I took a complete step away from the NBA. I didn't want to have any possible contact, or run ins with Jordan. Of course Steph and Ayesha check in with me time from time, but I've made it very clear that I do not want Jordan being brought up. I hate him and want to erase him from my memory.

I unlocked my phone responding to my boss. I let him know that today was not a good day for me and suggested for my coworker Jessica to step in. She was equally as good as me when it came to editing and writing. I knew she'd be more than capable of getting the job done. After responding to Timothy's message I threw my phone on the bed and begin getting ready for the day. Today felt different. I was sad, I felt significantly sadder than I did during month 1 and 2 anniversary. Through bloodwork I found out the baby was a little boy. This broke my heart even more to know Jordan was going to get just what he wanted, while shattering my heart in the process.

I looked in the mirror at myself not recognizing the girl looking back at me. I was visibly smaller sitting at 135 lbs. The glow I once radiated no longer showed. I hated myself, I hated my life. I just felt like I was coasting along and I hated it. I thought about therapy, but honestly I just didn't want to do that. My family tries to reach out to me, but I've isolated myself. I have no energy for anyone. Imani shared with us that she and Moses were expecting. She found out a few days after I was released from the hospital. She was actually further along than I was, but she was still getting her periods. She was 4 months, stomach still flat has can be. It came as a shock to us all, but my parents were genuinely happy and so was I. She's 7 months now and showing for sure.
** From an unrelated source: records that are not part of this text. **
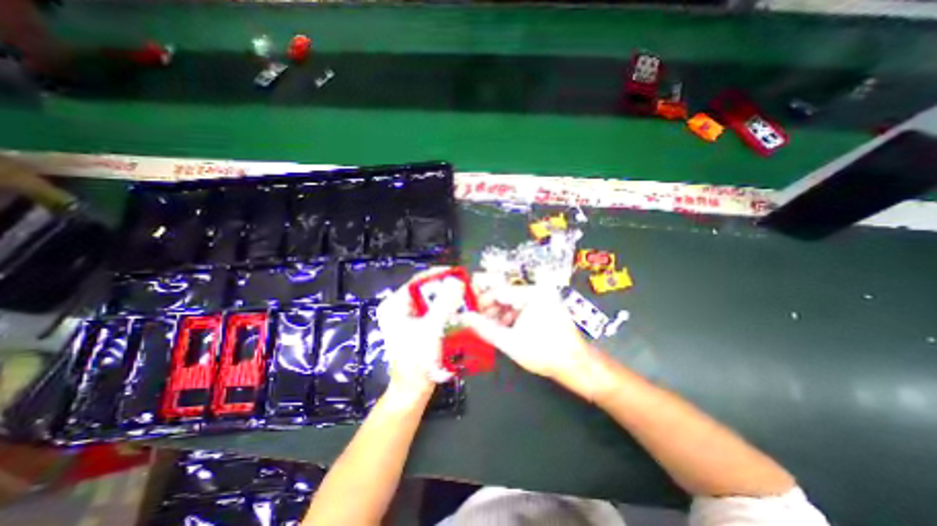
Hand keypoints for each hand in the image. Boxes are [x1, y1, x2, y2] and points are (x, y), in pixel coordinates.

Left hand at [377, 270, 463, 401]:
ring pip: (432, 300)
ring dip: (449, 298)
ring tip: (466, 296)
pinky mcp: (418, 326)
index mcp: (394, 305)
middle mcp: (399, 308)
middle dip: (446, 288)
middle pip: (426, 290)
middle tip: (465, 286)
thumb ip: (444, 304)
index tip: (458, 273)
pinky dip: (447, 309)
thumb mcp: (431, 329)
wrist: (413, 390)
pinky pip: (434, 311)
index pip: (417, 281)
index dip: (438, 275)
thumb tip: (457, 281)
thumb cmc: (417, 360)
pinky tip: (460, 309)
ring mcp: (408, 317)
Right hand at [464, 276, 586, 380]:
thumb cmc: (542, 352)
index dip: (482, 303)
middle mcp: (538, 290)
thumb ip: (483, 328)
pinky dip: (512, 317)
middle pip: (506, 295)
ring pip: (513, 302)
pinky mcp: (546, 306)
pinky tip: (506, 329)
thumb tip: (465, 318)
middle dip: (491, 310)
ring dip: (500, 314)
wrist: (575, 364)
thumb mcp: (508, 341)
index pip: (498, 291)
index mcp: (531, 293)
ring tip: (492, 329)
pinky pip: (523, 307)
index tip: (471, 314)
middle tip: (480, 323)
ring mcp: (544, 298)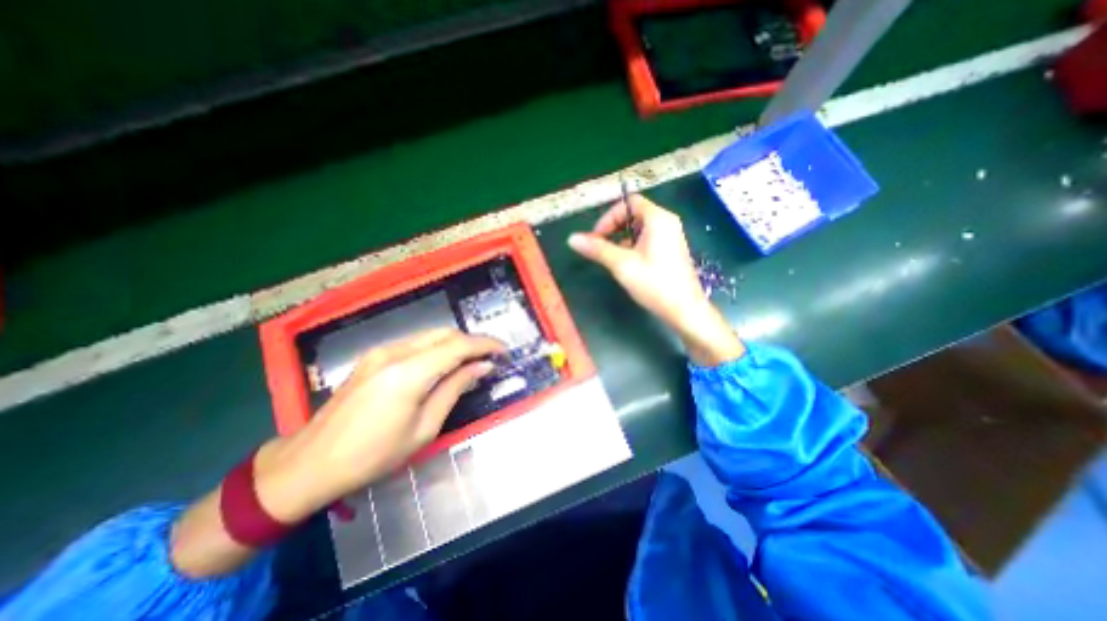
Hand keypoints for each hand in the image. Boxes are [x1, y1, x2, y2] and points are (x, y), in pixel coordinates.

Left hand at [173, 331, 501, 575]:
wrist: (309, 464)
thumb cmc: (372, 455)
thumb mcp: (424, 428)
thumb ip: (454, 389)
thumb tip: (481, 367)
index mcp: (408, 372)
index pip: (458, 345)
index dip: (486, 345)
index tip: (504, 351)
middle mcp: (395, 352)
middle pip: (445, 334)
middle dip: (472, 342)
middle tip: (490, 358)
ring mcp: (381, 352)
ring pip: (430, 336)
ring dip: (455, 344)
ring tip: (472, 361)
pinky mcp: (373, 357)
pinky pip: (415, 344)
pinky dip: (437, 349)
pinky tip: (444, 364)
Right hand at [570, 196, 741, 366]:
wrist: (684, 310)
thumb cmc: (654, 284)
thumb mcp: (622, 265)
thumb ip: (597, 249)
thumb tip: (572, 239)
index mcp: (658, 219)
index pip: (629, 203)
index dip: (609, 217)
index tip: (596, 237)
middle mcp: (667, 223)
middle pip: (634, 214)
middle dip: (614, 228)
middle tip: (601, 247)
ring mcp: (671, 237)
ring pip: (639, 229)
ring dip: (622, 239)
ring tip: (613, 258)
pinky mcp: (670, 251)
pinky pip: (647, 240)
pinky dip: (633, 247)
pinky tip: (627, 265)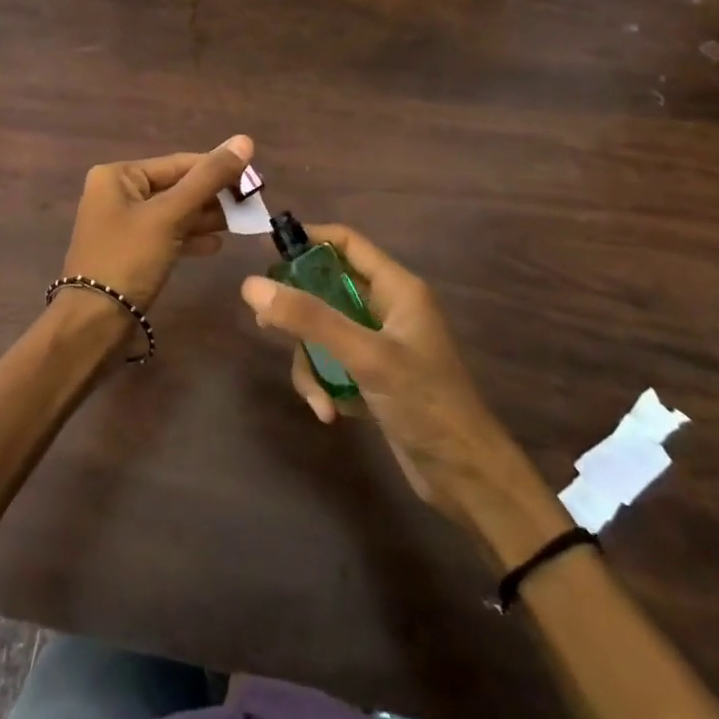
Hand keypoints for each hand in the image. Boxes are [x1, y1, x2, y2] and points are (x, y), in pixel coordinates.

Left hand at [63, 135, 253, 308]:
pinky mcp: (130, 251)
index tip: (254, 180)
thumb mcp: (170, 215)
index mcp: (118, 175)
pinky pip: (166, 235)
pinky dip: (189, 237)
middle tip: (251, 204)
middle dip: (213, 196)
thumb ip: (208, 178)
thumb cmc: (128, 259)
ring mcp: (122, 224)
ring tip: (241, 223)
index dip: (218, 169)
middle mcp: (116, 193)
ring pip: (173, 212)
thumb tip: (244, 140)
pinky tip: (216, 245)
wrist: (94, 322)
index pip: (178, 163)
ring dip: (205, 217)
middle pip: (176, 186)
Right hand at [241, 225, 511, 513]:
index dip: (306, 240)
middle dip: (297, 310)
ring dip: (311, 362)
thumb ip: (309, 318)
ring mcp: (379, 344)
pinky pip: (332, 364)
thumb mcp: (364, 355)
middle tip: (264, 323)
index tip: (264, 253)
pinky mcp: (373, 377)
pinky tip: (330, 414)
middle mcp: (387, 309)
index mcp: (396, 288)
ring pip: (323, 332)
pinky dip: (324, 384)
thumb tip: (250, 284)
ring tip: (317, 395)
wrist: (468, 479)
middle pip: (326, 288)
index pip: (345, 242)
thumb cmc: (424, 402)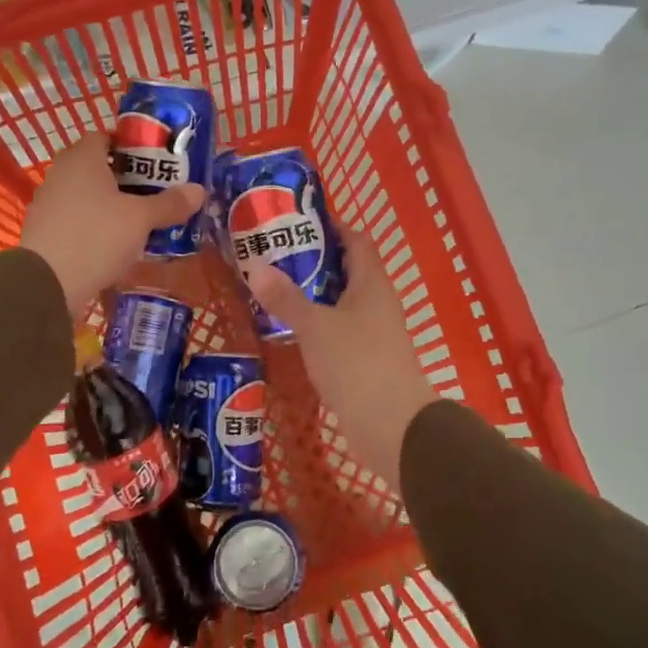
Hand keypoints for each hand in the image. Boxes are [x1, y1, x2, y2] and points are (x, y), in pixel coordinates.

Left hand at [20, 133, 203, 315]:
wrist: (47, 284)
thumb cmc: (97, 237)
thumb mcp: (141, 220)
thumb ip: (169, 203)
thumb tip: (198, 190)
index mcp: (82, 159)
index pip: (104, 137)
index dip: (130, 146)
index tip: (154, 163)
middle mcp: (61, 174)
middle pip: (97, 167)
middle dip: (125, 178)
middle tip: (154, 193)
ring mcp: (48, 204)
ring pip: (86, 195)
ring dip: (110, 204)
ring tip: (139, 221)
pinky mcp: (44, 232)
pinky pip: (76, 220)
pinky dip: (95, 226)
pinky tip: (114, 244)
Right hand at [249, 228, 435, 485]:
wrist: (392, 425)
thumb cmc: (356, 363)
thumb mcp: (314, 326)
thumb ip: (285, 297)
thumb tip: (255, 264)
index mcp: (372, 283)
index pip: (356, 240)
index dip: (331, 226)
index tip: (296, 222)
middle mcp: (378, 302)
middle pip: (348, 270)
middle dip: (314, 260)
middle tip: (274, 255)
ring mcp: (376, 332)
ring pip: (343, 302)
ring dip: (314, 295)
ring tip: (275, 288)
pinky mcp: (369, 360)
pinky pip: (342, 330)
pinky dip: (319, 324)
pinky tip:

I ask her to send me pictures and updates; she's having a baby girl.

Reality set in for me during her baby shower that we were going to be raising our babies together had mine made it. After my D&C procedure, I found out I had endometriosis. Signs did not show up until I started stressing over my baby and everything. Moving forward the doctor explained to me that future pregnancies would be challenging, but not impossible. That's really when depression set in. I felt like my dreams of motherhood just kept being snatched from up under me. Even though I had my family and friends in my corner, I still felt so alone in all of this.